Holidays can be difficult for the person grieving because he or she may be unsure of their emotional stability, be left out of holiday gatherings or events and others might expect too much from them.
“Past holiday traditions may need to be re-evaluated and that is OK as long as the new tradition is comforting,” Barr said.
There is no right or wrong way to celebrate during the holidays after losing a family member or other loved one, according to griefnet.org.
The website offers the following suggestions on how to cope with grief during the holidays.
•Include the deceased in your conversations and celebrations. Once others realize you are comfortable talking about your loved one, they will relate stories, which will add to your pleasant memories.
•Do something for others by volunteering at a soup kitchen, visit the lonely or a shut-in or provide help for a needy family.
•Don’t be afraid to express your feelings and allow other people to comfort you.
In the Lehigh Valley, three churches will be offering a Blue Christmas Service Dec. 20 for anyone who has lost a loved one and will be alone this holiday season.
•St. Timothy Lutheran Church, 140 S. Ott St., Allentown, will have its service 3 p.m.
•Ziegels Union Church, 9990 Ziegels Church Road, Breinigsville, will have a soup luncheon 12:15 p.m. with the Blue Christmas service 1 p.m.
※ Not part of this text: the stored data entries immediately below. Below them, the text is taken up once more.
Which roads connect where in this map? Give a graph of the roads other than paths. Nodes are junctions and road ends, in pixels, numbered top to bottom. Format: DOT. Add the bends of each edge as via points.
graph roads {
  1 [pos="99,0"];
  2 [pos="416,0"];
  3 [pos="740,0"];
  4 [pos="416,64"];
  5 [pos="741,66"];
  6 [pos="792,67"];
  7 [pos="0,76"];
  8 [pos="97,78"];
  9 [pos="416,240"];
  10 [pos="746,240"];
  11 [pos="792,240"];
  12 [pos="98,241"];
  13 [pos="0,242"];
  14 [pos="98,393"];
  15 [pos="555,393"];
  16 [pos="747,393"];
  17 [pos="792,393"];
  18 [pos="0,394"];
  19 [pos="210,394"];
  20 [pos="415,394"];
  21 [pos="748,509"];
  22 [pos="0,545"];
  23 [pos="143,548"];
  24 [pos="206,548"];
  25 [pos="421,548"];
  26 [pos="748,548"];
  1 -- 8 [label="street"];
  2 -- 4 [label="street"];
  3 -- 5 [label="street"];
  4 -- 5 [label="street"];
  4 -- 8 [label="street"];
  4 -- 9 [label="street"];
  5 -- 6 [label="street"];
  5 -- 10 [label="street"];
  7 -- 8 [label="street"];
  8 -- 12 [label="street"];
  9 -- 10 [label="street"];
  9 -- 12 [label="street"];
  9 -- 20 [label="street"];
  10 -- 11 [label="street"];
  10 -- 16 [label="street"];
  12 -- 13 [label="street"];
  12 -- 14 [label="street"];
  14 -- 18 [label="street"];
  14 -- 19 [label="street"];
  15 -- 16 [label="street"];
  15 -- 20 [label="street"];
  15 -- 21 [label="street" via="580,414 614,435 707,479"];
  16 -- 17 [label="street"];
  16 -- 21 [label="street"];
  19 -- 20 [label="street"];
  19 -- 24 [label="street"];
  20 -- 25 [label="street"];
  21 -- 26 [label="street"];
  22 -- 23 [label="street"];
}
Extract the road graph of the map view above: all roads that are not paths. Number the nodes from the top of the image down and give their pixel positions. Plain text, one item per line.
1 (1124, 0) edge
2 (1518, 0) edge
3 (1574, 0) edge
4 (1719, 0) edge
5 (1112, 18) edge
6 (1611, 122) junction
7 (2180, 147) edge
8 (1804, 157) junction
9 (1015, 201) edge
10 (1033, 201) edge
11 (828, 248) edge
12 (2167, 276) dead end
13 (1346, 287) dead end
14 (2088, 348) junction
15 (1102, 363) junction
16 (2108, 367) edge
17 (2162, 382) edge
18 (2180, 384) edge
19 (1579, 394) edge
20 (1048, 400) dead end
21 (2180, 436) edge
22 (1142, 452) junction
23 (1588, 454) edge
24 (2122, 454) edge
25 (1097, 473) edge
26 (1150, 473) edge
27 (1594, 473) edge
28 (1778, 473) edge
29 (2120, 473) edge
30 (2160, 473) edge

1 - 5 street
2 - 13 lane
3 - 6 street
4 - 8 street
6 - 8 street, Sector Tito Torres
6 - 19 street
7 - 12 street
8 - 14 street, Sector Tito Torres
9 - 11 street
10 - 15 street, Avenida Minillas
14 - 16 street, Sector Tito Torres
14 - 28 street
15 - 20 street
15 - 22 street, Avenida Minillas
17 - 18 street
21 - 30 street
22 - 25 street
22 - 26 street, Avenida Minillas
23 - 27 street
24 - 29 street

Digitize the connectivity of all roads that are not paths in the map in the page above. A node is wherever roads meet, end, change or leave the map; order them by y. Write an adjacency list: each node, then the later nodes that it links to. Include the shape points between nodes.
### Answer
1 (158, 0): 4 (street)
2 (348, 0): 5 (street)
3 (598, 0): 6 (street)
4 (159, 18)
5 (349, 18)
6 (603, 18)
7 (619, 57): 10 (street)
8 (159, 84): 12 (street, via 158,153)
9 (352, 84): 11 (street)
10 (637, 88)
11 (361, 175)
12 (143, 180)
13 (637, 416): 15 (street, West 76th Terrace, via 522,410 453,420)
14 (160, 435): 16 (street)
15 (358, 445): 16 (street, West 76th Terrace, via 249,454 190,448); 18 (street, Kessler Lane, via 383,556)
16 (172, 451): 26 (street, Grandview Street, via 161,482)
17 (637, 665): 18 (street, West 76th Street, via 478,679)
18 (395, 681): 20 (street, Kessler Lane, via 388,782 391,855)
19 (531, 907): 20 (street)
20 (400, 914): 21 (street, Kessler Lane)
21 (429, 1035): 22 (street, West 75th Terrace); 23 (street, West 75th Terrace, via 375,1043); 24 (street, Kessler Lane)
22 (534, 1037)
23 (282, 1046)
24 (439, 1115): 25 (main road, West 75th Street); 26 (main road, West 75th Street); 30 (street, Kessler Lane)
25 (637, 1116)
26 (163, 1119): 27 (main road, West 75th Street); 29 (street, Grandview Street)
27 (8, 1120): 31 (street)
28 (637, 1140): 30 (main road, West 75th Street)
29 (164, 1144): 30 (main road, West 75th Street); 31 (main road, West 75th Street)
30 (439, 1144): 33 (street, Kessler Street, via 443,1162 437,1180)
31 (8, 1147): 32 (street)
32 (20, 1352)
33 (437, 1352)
•Faith Evangelical Lutheran Church, 3355 MacArthur Road, Whitehall, will hold a “longest night” service 4 p.m.
If you know of someone who is grieving, allow them the space to grieve, but offer them support.
This holiday season if you are the one who has suffered a loss, remember:
•It is OK to cry.
•Don’t force yourself to celebrate if you are not feeling up to it.
•Take time to care for yourself physically, emotionally and mentally.
•Don’t forget the children in your life who are grieving, so try to make the holidays as joyous as possible for them; and
•Grief can be painful and difficult at any time of the year but the holiday season can be especially difficult for those who are coping with a recent loss as it can bring back memories of their loved one and the family traditions celebrated with that person.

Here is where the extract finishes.